TASK DETAILS: Tell how many lines in the records contain the word "Agnes"; the number alone is the answer.

EXERCISE DATA:
+-------+

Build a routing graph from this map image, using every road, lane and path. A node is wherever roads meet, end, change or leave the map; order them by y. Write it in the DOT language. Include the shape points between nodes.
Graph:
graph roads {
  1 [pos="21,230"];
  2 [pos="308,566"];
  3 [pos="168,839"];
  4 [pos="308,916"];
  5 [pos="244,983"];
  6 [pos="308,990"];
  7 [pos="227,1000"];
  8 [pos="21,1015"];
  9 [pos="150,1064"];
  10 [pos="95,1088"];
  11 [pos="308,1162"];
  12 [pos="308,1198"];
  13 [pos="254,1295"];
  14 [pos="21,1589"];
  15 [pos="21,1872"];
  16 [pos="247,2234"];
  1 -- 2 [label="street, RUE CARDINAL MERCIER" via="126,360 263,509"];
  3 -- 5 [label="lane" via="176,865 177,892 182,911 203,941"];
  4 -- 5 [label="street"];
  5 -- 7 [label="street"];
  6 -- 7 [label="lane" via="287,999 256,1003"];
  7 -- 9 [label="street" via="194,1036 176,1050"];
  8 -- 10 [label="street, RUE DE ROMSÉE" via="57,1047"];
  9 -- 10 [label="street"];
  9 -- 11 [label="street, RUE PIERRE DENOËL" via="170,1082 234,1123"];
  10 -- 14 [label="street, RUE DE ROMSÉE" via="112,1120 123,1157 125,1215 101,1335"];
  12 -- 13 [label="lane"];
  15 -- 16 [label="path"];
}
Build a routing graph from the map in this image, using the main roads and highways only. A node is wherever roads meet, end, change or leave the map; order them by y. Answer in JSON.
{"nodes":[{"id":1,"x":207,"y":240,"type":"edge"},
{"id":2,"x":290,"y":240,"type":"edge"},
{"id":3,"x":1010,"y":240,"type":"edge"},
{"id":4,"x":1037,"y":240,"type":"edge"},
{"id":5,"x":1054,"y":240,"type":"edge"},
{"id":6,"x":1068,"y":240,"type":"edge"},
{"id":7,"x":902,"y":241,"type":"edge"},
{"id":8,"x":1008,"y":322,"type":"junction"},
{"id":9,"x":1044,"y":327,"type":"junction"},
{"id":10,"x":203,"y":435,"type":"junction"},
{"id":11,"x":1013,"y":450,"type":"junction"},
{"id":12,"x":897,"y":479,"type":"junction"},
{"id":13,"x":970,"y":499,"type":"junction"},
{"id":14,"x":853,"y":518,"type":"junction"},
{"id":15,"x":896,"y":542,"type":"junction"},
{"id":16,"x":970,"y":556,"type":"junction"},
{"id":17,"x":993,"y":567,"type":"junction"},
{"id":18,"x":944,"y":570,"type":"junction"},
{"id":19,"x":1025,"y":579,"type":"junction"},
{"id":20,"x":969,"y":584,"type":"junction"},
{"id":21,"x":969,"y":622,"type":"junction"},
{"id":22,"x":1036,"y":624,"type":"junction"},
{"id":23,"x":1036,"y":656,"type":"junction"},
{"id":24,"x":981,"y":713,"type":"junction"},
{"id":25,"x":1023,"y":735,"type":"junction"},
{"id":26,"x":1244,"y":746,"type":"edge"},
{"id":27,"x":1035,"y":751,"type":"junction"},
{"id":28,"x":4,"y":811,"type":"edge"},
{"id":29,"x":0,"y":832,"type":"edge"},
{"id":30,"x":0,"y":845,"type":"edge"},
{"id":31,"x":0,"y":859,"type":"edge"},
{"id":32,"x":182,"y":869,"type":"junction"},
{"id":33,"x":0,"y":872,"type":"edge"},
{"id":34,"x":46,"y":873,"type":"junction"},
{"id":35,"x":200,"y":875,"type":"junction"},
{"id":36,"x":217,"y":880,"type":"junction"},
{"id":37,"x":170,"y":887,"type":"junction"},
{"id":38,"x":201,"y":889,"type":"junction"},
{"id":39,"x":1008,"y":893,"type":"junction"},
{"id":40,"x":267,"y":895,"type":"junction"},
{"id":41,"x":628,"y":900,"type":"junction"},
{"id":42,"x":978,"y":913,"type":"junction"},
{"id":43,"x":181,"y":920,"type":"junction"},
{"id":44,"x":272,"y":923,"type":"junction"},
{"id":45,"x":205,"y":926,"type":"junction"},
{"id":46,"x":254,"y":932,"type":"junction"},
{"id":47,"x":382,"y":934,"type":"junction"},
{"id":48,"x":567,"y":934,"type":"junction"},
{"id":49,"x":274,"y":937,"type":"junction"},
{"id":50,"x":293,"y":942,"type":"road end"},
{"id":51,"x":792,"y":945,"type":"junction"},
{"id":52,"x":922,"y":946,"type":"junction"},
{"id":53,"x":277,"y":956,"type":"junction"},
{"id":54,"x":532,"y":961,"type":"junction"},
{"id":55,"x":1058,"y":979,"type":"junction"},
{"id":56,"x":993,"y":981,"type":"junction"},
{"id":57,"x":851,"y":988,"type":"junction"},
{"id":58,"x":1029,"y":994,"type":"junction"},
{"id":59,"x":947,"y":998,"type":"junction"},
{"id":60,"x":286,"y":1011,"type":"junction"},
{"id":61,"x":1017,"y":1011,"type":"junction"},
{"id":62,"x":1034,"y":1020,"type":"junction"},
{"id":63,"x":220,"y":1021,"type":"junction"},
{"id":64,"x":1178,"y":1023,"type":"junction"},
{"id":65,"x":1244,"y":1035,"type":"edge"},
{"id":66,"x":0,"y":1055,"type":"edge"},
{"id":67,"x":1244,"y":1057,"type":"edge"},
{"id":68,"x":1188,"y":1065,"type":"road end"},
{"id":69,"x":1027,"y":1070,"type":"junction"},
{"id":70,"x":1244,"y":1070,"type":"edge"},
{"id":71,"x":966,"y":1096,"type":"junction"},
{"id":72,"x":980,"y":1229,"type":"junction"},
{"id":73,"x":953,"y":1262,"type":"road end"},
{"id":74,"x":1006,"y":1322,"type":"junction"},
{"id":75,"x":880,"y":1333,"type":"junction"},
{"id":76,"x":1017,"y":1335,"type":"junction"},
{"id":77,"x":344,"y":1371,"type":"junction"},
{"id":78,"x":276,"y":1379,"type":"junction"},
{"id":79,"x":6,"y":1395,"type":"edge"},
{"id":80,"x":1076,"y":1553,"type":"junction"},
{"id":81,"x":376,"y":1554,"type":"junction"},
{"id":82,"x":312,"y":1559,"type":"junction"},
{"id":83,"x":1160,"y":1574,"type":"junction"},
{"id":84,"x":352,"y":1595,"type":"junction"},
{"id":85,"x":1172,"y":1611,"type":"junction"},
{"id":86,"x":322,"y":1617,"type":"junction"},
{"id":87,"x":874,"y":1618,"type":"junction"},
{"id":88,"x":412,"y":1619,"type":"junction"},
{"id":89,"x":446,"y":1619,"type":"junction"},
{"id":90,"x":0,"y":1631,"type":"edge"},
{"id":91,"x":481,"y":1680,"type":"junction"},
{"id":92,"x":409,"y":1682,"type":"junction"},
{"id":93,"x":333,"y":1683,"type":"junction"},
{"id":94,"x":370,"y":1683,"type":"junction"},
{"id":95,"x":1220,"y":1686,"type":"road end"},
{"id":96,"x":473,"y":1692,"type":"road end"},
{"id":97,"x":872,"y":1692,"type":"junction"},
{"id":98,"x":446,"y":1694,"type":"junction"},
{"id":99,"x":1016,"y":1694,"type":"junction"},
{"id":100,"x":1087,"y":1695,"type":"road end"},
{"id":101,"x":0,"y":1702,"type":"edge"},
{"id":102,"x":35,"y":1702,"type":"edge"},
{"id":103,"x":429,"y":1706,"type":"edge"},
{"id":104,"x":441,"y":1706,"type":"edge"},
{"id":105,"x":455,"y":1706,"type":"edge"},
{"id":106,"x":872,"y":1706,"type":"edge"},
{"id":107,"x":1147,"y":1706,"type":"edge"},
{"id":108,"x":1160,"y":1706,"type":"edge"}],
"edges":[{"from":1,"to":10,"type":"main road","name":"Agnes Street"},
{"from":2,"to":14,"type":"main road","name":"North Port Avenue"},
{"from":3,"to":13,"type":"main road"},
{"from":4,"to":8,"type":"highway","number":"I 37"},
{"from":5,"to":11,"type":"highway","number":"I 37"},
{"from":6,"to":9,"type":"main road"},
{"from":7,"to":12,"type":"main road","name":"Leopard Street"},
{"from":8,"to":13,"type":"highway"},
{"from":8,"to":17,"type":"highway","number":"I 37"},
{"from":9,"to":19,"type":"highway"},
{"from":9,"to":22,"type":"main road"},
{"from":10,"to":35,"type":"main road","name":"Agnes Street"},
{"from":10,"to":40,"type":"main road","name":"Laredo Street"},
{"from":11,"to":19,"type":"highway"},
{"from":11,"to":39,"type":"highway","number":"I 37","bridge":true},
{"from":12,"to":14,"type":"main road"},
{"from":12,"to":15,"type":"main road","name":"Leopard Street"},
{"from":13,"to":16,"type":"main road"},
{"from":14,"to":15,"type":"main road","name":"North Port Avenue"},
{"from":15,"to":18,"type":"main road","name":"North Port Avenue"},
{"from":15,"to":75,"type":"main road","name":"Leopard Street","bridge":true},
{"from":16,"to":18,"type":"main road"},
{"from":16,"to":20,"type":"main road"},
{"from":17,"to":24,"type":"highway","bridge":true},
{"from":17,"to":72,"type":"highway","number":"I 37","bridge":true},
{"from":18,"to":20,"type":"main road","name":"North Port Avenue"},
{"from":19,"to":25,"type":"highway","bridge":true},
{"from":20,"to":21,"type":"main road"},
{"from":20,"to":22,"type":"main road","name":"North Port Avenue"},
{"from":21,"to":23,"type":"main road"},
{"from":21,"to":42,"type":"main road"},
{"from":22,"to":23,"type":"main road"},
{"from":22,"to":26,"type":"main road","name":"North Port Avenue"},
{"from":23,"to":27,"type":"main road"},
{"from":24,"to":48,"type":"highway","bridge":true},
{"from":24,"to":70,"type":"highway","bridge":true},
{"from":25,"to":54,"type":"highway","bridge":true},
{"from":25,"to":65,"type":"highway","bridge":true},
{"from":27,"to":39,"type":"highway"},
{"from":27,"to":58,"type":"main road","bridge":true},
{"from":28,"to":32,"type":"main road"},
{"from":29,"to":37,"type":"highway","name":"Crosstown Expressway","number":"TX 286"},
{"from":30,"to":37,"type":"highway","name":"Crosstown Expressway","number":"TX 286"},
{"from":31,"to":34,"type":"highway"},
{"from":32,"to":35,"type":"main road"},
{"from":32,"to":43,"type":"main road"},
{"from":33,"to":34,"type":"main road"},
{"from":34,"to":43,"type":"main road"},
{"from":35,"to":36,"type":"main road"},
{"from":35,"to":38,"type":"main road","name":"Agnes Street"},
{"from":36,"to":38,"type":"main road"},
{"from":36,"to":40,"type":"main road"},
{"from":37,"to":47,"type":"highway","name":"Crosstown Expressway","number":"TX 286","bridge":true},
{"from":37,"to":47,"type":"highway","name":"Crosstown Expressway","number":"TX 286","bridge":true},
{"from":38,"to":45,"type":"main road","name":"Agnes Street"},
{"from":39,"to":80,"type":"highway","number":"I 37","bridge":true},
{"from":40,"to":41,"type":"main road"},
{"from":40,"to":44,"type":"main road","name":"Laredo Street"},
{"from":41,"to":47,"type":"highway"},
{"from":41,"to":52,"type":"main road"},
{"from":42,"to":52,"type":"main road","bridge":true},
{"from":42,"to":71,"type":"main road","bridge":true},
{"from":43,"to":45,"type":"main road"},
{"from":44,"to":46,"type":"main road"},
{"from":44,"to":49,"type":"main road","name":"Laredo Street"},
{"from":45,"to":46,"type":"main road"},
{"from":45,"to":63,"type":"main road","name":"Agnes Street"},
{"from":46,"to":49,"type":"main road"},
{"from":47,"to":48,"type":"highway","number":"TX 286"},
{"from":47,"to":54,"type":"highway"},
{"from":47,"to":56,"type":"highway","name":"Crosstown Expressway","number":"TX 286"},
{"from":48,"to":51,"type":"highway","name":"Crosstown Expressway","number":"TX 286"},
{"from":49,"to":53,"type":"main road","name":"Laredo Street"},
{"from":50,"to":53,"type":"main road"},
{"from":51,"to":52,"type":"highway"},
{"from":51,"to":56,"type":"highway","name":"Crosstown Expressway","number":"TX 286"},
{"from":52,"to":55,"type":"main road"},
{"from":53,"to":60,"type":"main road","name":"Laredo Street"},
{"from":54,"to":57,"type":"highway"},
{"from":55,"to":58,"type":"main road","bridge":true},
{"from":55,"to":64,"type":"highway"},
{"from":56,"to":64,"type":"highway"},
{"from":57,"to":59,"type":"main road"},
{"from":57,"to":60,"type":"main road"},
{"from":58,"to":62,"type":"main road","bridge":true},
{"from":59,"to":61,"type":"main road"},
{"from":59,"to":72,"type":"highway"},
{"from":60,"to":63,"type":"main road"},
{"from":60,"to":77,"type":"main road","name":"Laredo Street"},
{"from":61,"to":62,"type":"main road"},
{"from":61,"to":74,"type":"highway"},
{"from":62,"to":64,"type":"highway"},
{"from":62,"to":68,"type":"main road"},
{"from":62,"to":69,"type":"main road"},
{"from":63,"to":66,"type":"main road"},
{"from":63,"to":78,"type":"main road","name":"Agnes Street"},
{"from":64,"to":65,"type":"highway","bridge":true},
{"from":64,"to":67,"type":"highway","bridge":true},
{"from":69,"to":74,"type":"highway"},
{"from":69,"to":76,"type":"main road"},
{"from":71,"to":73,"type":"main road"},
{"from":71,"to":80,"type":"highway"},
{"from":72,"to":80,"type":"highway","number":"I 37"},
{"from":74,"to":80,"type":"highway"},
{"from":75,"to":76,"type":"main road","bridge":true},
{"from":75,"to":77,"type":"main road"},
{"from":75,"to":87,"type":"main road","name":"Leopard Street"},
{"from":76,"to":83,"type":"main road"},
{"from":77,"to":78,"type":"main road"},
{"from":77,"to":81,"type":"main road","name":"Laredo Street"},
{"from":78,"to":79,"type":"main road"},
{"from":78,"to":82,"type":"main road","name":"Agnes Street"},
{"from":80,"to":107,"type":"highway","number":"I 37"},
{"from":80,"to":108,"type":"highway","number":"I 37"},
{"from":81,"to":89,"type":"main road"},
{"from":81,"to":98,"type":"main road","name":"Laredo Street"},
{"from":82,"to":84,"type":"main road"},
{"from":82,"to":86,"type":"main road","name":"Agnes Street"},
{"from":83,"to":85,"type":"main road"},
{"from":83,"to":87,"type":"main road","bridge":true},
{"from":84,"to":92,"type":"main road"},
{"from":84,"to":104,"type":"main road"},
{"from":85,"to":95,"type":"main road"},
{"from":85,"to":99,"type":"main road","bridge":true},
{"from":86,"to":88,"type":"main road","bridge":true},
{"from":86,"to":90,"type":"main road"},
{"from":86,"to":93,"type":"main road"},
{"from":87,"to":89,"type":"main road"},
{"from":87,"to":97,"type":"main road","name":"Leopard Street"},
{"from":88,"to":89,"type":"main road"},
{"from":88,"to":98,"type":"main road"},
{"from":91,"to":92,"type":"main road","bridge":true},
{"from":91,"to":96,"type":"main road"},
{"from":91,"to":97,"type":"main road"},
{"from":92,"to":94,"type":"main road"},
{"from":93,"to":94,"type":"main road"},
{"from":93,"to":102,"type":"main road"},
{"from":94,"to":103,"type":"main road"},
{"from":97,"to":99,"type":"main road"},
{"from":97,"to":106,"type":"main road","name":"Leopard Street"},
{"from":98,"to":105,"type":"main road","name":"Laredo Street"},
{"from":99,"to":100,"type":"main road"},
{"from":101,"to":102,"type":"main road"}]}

+-------+

THE COMPLETED TASK: 8